きょうされん埼玉支部のWA会は、12年前にきょうされん活動にもっと当事者の声を届かせようと考え、仲間活動委員会、仲間部準備会を経て、4年前に利用者部会として発足しました。名称は「WA会」です。WA会の名前の由来は「若い」「平和の和」「つながる輪っかの輪」など、いろんな「わ」をイメージしてWA会という名前になりました。そんなWA会の活動をご紹介したいと思います。

WA会の主な活動内容

WA会の活動を進めていくために毎月2時間の定例会を開催し、情勢報告や、WA会主催で企画している催し物についての話し合いなどを行なっています。時にはそれぞれのメンバーが最近抱えている悩みなども話し合い、互いにアドバイスすることもあります。

WA会発足当初から「交流」「運動」「学習」の3つの視点を大切にしながら活動を行なってきています。

~交流を大切にして企画したアート仲間展~

埼玉県内の仲間同士がつながれるようにと、「アート仲間展」を開催しています。毎年春ごろに県内の仲間たちが作成した絵画や書道、写真などの作品を募集して開催しています。開催期間中には、仲間参加型ワークショップを企画し、他事業所の仲間と一緒に作品を制作したり、絵画の専門知識のある講師の先生をお呼びして、その指導のもと絵を描いてみたりと、「アート」を通して交流を図る場となっています。また一般の方にも作品展を公開し、お気に入りの作品に投票していただき、得票数の多い作品には表彰状を授与しています。

~私たちの事を私たち抜きで決めないで!!~

「運動」については毎年、県内の仲間たちにアンケートを実施し、日ごろ困っていることや行政に訴えたいことについてたくさんの意見を集め、それをもとに要望書を作成しています。

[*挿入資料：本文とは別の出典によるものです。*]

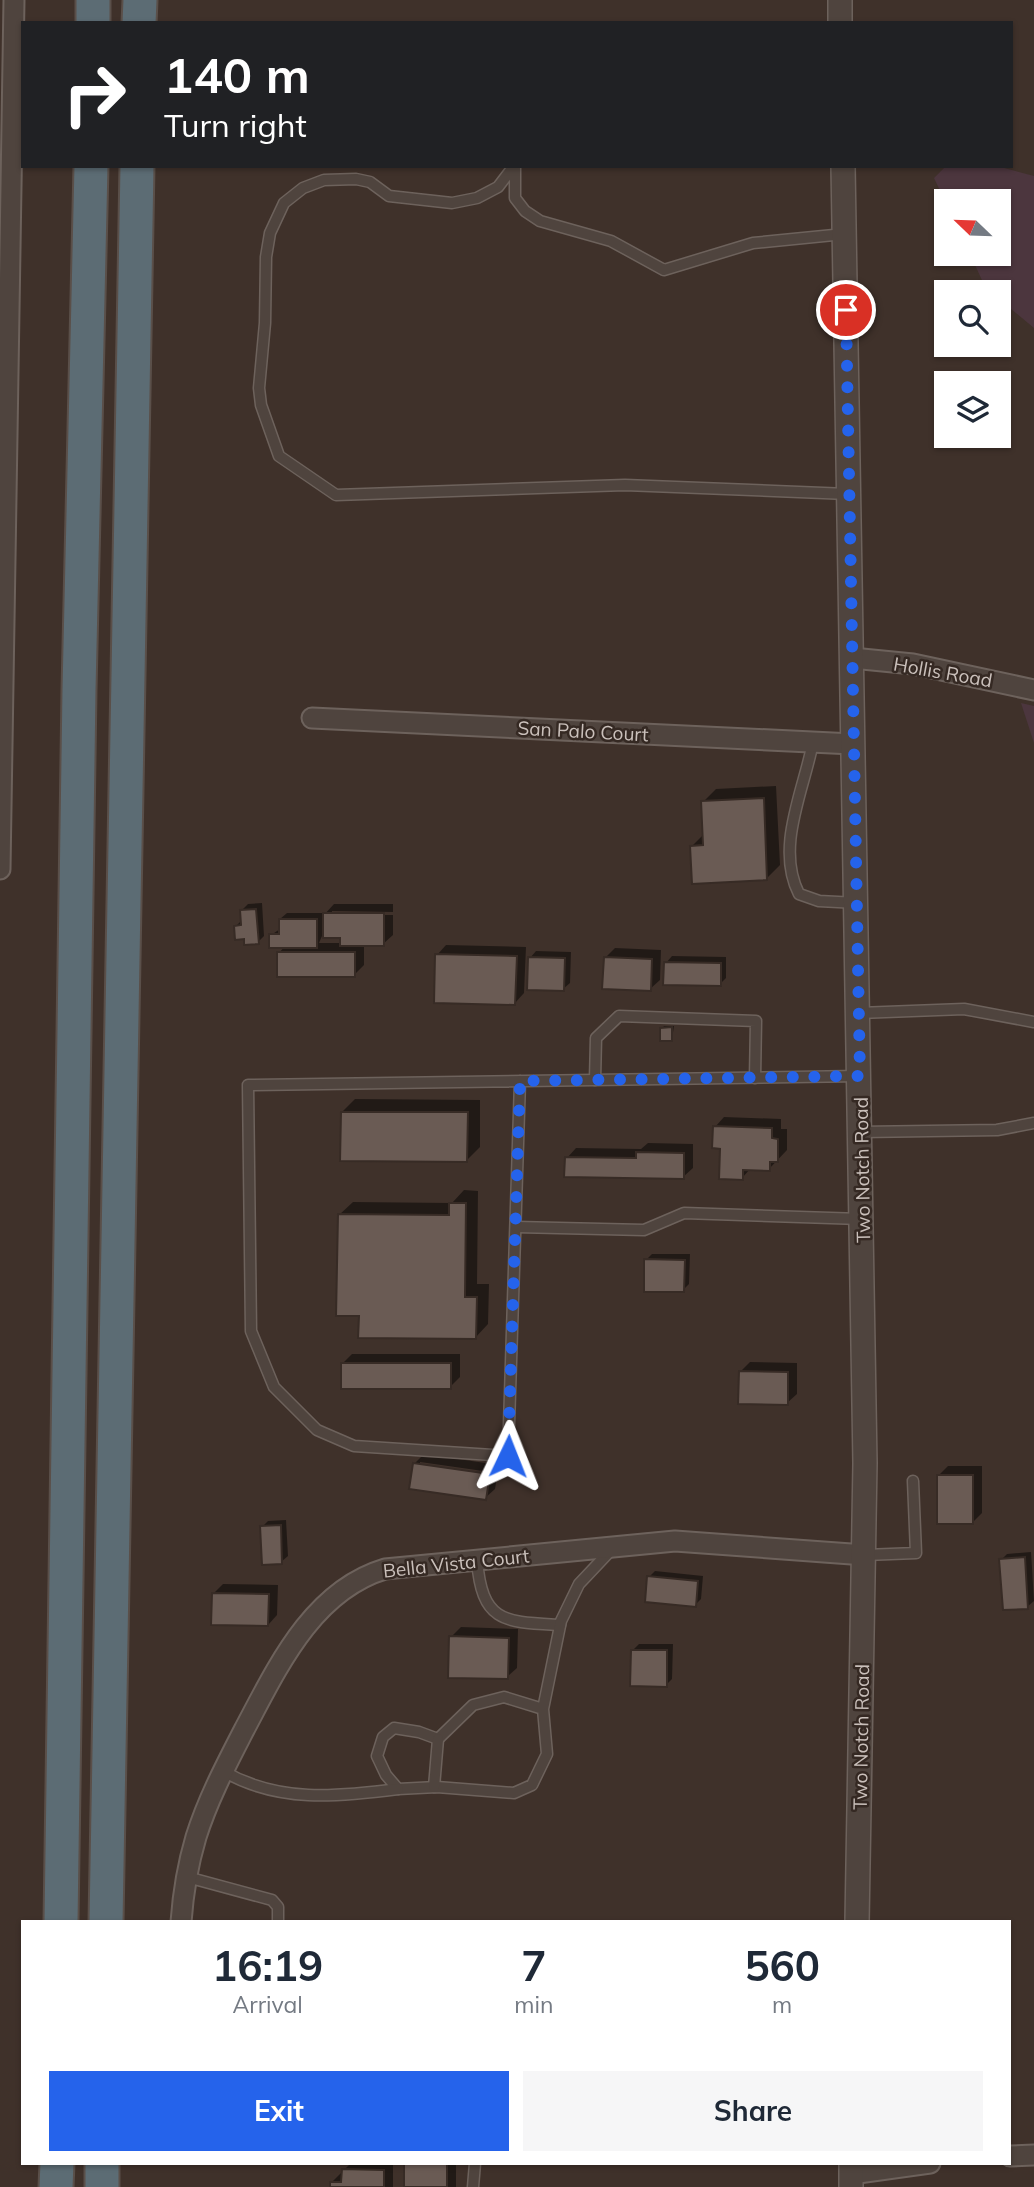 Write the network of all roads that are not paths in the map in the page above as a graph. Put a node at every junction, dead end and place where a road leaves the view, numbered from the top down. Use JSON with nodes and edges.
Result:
{"nodes":[{"id":1,"x":14,"y":0,"type":"edge"},
{"id":2,"x":93,"y":0,"type":"edge"},
{"id":3,"x":140,"y":0,"type":"edge"},
{"id":4,"x":840,"y":0,"type":"edge"},
{"id":5,"x":93,"y":21,"type":"edge"},
{"id":6,"x":139,"y":21,"type":"edge"},
{"id":7,"x":840,"y":21,"type":"edge"},
{"id":8,"x":6,"y":103,"type":"edge"},
{"id":9,"x":91,"y":168,"type":"edge"},
{"id":10,"x":137,"y":168,"type":"edge"},
{"id":11,"x":512,"y":168,"type":"edge"},
{"id":12,"x":514,"y":168,"type":"edge"},
{"id":13,"x":843,"y":168,"type":"edge"},
{"id":14,"x":845,"y":234,"type":"junction"},
{"id":15,"x":4,"y":279,"type":"edge"},
{"id":16,"x":4,"y":374,"type":"edge"},
{"id":17,"x":849,"y":494,"type":"junction"},
{"id":18,"x":2,"y":576,"type":"edge"},
{"id":19,"x":2,"y":620,"type":"edge"},
{"id":20,"x":852,"y":658,"type":"junction"},
{"id":21,"x":1034,"y":690,"type":"edge"},
{"id":22,"x":312,"y":718,"type":"dead end"},
{"id":23,"x":813,"y":742,"type":"junction"},
{"id":24,"x":853,"y":744,"type":"junction"},
{"id":25,"x":0,"y":869,"type":"edge"},
{"id":26,"x":857,"y":903,"type":"junction"},
{"id":27,"x":859,"y":1013,"type":"junction"},
{"id":28,"x":1034,"y":1022,"type":"edge"},
{"id":29,"x":860,"y":1076,"type":"junction"},
{"id":30,"x":755,"y":1078,"type":"junction"},
{"id":31,"x":595,"y":1080,"type":"junction"},
{"id":32,"x":520,"y":1081,"type":"junction"},
{"id":33,"x":1034,"y":1123,"type":"edge"},
{"id":34,"x":861,"y":1132,"type":"junction"},
{"id":35,"x":863,"y":1219,"type":"junction"},
{"id":36,"x":516,"y":1227,"type":"junction"},
{"id":37,"x":913,"y":1481,"type":"dead end"},
{"id":38,"x":616,"y":1545,"type":"junction"},
{"id":39,"x":865,"y":1555,"type":"junction"},
{"id":40,"x":477,"y":1560,"type":"junction"},
{"id":41,"x":560,"y":1625,"type":"junction"},
{"id":42,"x":543,"y":1709,"type":"junction"},
{"id":43,"x":438,"y":1739,"type":"junction"},
{"id":44,"x":223,"y":1771,"type":"junction"},
{"id":45,"x":434,"y":1787,"type":"junction"},
{"id":46,"x":398,"y":1789,"type":"junction"},
{"id":47,"x":187,"y":1877,"type":"junction"},
{"id":48,"x":61,"y":1920,"type":"edge"},
{"id":49,"x":106,"y":1920,"type":"edge"},
{"id":50,"x":181,"y":1920,"type":"edge"},
{"id":51,"x":278,"y":1920,"type":"edge"},
{"id":52,"x":857,"y":1920,"type":"edge"},
{"id":53,"x":1034,"y":2155,"type":"edge"},
{"id":54,"x":1011,"y":2157,"type":"edge"},
{"id":55,"x":57,"y":2165,"type":"edge"},
{"id":56,"x":102,"y":2165,"type":"edge"},
{"id":57,"x":475,"y":2165,"type":"edge"},
{"id":58,"x":917,"y":2165,"type":"edge"},
{"id":59,"x":851,"y":2175,"type":"edge"},
{"id":60,"x":56,"y":2187,"type":"edge"},
{"id":61,"x":102,"y":2187,"type":"edge"},
{"id":62,"x":473,"y":2187,"type":"edge"}],
"edges":[{"from":1,"to":8,"type":"street"},
{"from":2,"to":5,"type":"highway"},
{"from":3,"to":6,"type":"highway"},
{"from":4,"to":7,"type":"street"},
{"from":8,"to":15,"type":"street"},
{"from":9,"to":48,"type":"highway"},
{"from":10,"to":49,"type":"highway"},
{"from":11,"to":17,"type":"lane"},
{"from":12,"to":14,"type":"lane"},
{"from":13,"to":14,"type":"street","name":"Two Notch Road"},
{"from":14,"to":17,"type":"street","name":"Two Notch Road"},
{"from":15,"to":16,"type":"street"},
{"from":16,"to":18,"type":"street"},
{"from":17,"to":20,"type":"street","name":"Two Notch Road"},
{"from":18,"to":19,"type":"street"},
{"from":19,"to":25,"type":"street"},
{"from":20,"to":21,"type":"street","name":"Hollis Road"},
{"from":20,"to":24,"type":"street","name":"Two Notch Road"},
{"from":22,"to":23,"type":"street","name":"San Palo Court"},
{"from":23,"to":24,"type":"street","name":"San Palo Court"},
{"from":23,"to":26,"type":"lane"},
{"from":24,"to":26,"type":"street","name":"Two Notch Road"},
{"from":26,"to":27,"type":"street","name":"Two Notch Road"},
{"from":27,"to":28,"type":"lane"},
{"from":27,"to":29,"type":"street","name":"Two Notch Road"},
{"from":29,"to":30,"type":"lane"},
{"from":29,"to":34,"type":"street","name":"Two Notch Road"},
{"from":30,"to":31,"type":"lane"},
{"from":30,"to":31,"type":"lane"},
{"from":31,"to":32,"type":"lane"},
{"from":32,"to":36,"type":"lane"},
{"from":32,"to":36,"type":"lane"},
{"from":33,"to":34,"type":"lane"},
{"from":34,"to":35,"type":"street","name":"Two Notch Road"},
{"from":35,"to":36,"type":"lane"},
{"from":35,"to":39,"type":"street","name":"Two Notch Road"},
{"from":37,"to":39,"type":"lane"},
{"from":38,"to":39,"type":"street","name":"Bella Vista Court"},
{"from":38,"to":40,"type":"street","name":"Bella Vista Court"},
{"from":38,"to":41,"type":"lane"},
{"from":39,"to":52,"type":"street","name":"Two Notch Road"},
{"from":40,"to":41,"type":"lane"},
{"from":40,"to":44,"type":"street","name":"Bella Vista Court"},
{"from":41,"to":42,"type":"lane"},
{"from":42,"to":43,"type":"lane"},
{"from":42,"to":45,"type":"lane"},
{"from":43,"to":45,"type":"lane"},
{"from":43,"to":46,"type":"lane"},
{"from":44,"to":46,"type":"lane"},
{"from":44,"to":47,"type":"street","name":"Bella Vista Court"},
{"from":45,"to":46,"type":"lane"},
{"from":47,"to":50,"type":"street","name":"Bella Vista Court"},
{"from":47,"to":51,"type":"lane"},
{"from":53,"to":54,"type":"street"},
{"from":55,"to":60,"type":"highway"},
{"from":56,"to":61,"type":"highway"},
{"from":57,"to":62,"type":"lane"},
{"from":58,"to":59,"type":"street"}]}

完成した要望書は、きょうされん埼玉支部を通じて埼玉県に提出しています。県と直接交渉する日には、WA会メンバーが中心となりながら要望内容の説明を行い、当事者からの想いを代表して行政に届ける役割を担っています。

~運動の足腰は学習~

「学習」については、WA会メンバーたちは、きょうされん主催の利用者学習会や全国大会に参加し、日々の自分たちの生活のことや社会情勢について学習を重ねています。

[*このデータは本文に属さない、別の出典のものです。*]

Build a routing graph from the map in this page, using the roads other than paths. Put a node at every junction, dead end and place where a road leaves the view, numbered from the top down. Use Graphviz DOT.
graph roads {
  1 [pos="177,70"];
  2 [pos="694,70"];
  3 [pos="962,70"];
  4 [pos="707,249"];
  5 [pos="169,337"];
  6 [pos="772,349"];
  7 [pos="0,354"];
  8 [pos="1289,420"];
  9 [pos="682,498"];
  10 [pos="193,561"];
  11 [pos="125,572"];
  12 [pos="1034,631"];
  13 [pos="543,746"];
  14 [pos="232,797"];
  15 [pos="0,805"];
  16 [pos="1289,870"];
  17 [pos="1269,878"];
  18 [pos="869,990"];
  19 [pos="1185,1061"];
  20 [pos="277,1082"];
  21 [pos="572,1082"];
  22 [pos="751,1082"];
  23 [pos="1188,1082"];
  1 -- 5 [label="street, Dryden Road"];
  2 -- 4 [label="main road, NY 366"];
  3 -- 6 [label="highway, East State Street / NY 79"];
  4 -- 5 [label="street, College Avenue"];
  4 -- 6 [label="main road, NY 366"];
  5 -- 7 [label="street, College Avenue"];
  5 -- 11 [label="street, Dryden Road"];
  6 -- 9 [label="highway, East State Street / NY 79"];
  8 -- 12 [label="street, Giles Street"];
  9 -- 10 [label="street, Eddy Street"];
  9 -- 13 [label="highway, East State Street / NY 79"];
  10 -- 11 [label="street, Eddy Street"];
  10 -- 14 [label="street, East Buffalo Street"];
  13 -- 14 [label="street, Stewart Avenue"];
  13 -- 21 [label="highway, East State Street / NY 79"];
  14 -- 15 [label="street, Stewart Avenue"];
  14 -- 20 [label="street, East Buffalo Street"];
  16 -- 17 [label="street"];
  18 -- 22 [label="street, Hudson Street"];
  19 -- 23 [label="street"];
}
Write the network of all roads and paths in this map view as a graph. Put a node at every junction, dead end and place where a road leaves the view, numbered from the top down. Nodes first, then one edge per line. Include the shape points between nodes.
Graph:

また、県内の他の仲間たちも学習できる機会を作っていきたいということで、毎年冬に「WA会学習会」を開催しています。学習会当日は、午前中に講師の方をお呼びして、障害者福祉を取り巻く情勢の話や、日本と外国の福祉制度の違いなどの講演を行なっています。今年は戦後70年という節目の年でもあるため、「戦争と障害者」というテーマで講演を行なっていただく予定です。

午後からは「施設自慢」「情勢と法律」「はたらく」という3つの分科会に分かれて、参加した仲間たちがそれぞれ興味のある分科会を選択し、各分科会で施設の発表や意見交換を行なっています。その他にも、県内のそれぞれの地域で取り組んでいる仲間交流会の報告や、WA会メンバーが中心となっての歌の演奏なども行なっており、盛りだくさんの内容で「WA会学習会」を開催しています。

「交流」「運動」「学習」を毎年、みんなで企画して活動することにより、内容の濃いものとなってきました。仲間の秘めたパワーには驚くことばかりです。

WA会の目指すもの~部会員の思い~

仲間の「私たちの意見をもっと前面に」、「当事者である私たちはこんな希望があるんだ」という気持ちを初心として、きょうされん埼玉支部に利用者部会(WA会)ができました。きょうされん運動の理念である「交流・学習・運動」を基本として活動しています。

具体的には、県や市町村、さらに国に対する要望・請願活動を常に精力的に行なっています。

県内の仲間との交流を深めるため、学習会やアート作品展示会を定期的に企画し、仲間の表現活動も進めています。災害時はもとより、普段からも仲間たちがどこでどんな暮らしをしているかをお互いに知り合うことの大切さを改めて認識するため、ネットワーク作りは大切だと話し合っています。

(WA会会長 嶋修二)

WA会ができて丸4年、ちょうど2011.3.11東日本大震災のあの時、WA会はスタートしようとしていました。あれからWA会も5年目を迎え、「自分たちの想い、願い、希望を叶えてほしい」「あたりまえに幸せな生活を誰でも過ごせる権利があるんだ」ということを、支部の仲間とともに私たちも運動の中で国や県に伝えていく役割が大切なことと思っています。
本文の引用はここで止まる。